This pantheistic belief can be persuasive - particularly if you see a profoundness in nature and the universe. You cannot have worked and played in the outside world and not felt the spiritual forest.
John Burroughs, who like John Muir and both students of Emerson and Thoreau, makes a case for his case for a pantheistic outlook. Burroughs writes, "Conceive of God in terms of universal Nature--a nature God in whom we really live and move and have our being, with who our relation is as intimate and constant as that of the babe in its mother’s womb, or the apple upon the bough. This is the God that science and reason reveal to us--the God we touch with our hands, see with our eyes, hear with our ears, and from whom there is no escape, who is, indeed, from everlasting to everlasting."

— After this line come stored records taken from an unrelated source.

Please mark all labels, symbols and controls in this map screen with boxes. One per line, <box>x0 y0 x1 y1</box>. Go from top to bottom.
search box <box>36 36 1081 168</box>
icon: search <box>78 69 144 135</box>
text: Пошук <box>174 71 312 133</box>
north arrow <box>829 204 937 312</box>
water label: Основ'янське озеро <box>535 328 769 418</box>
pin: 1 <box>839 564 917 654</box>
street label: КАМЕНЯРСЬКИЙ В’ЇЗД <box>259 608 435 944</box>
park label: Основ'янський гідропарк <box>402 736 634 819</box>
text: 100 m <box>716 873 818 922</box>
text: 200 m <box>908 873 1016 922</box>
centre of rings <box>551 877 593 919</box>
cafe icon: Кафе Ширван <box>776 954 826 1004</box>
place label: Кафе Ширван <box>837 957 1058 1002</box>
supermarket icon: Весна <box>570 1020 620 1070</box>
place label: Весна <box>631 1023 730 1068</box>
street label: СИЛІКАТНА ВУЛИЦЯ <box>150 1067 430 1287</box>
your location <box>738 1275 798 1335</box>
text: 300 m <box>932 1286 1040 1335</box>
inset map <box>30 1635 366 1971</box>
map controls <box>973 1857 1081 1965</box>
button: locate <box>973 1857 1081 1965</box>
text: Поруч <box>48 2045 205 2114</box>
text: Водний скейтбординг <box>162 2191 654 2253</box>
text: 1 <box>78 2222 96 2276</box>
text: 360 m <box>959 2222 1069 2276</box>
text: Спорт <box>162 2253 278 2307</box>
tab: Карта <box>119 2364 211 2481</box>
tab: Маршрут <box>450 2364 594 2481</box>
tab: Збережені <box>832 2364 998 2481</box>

John Muir certainly agreed and wrote, "Most people are on the world, not in it--have no conscious sympathy or relationship to anything about them-- undiffused, separate, and rigidly alone like marbles of polished stone, touching, but separate.
Instead of taking the (traditional) Mosaic position of tending the forest for "the greater good" of humanity (a term coined by forester Gifford Pinchot) the pantheistic approach is to keep all hands off. The modern, "deep ecology" movement has taken a pantheistic turn and it forms the basic foundation for the radical environmental movement and maybe even a significant influence on the channeled environmental movement.